Record excerpts –
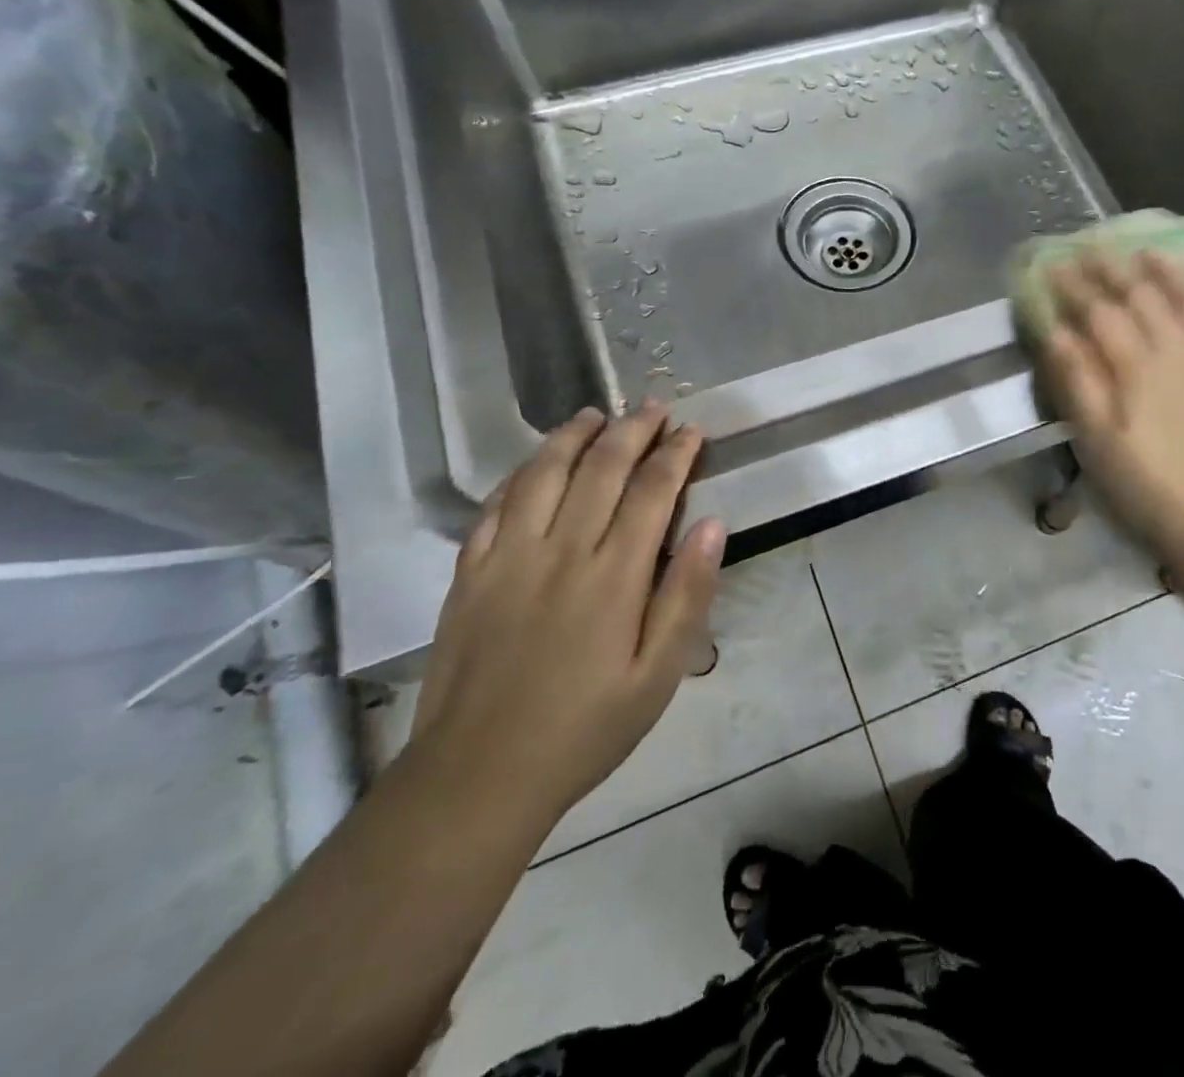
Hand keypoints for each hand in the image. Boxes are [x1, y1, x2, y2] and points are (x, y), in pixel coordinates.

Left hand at [410, 402, 725, 827]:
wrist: (477, 777)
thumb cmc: (584, 728)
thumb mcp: (658, 675)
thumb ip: (687, 595)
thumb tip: (713, 525)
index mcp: (614, 576)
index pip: (652, 490)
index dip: (676, 454)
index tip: (692, 431)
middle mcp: (561, 550)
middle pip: (601, 468)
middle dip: (633, 430)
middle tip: (653, 407)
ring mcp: (508, 557)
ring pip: (544, 472)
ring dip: (574, 435)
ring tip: (596, 414)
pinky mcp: (469, 572)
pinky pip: (496, 504)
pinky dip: (521, 472)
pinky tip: (534, 463)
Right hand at [1038, 252, 1183, 561]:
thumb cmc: (1144, 484)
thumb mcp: (1095, 439)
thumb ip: (1078, 382)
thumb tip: (1058, 332)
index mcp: (1135, 366)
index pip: (1100, 312)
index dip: (1075, 286)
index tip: (1055, 264)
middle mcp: (1177, 350)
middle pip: (1142, 296)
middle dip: (1113, 268)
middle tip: (1093, 246)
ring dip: (1171, 271)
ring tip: (1151, 252)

Action item – Scan the material above for the word "hand", and copy each line where it appears.

Result for this task –
Hand keypoints for each hand in the image. Boxes are [x1, y1, x2, y2] and points are (x, y), in pixel coordinates.
Left hand at [410, 402, 725, 827]:
Right hand at [1038, 252, 1183, 561]:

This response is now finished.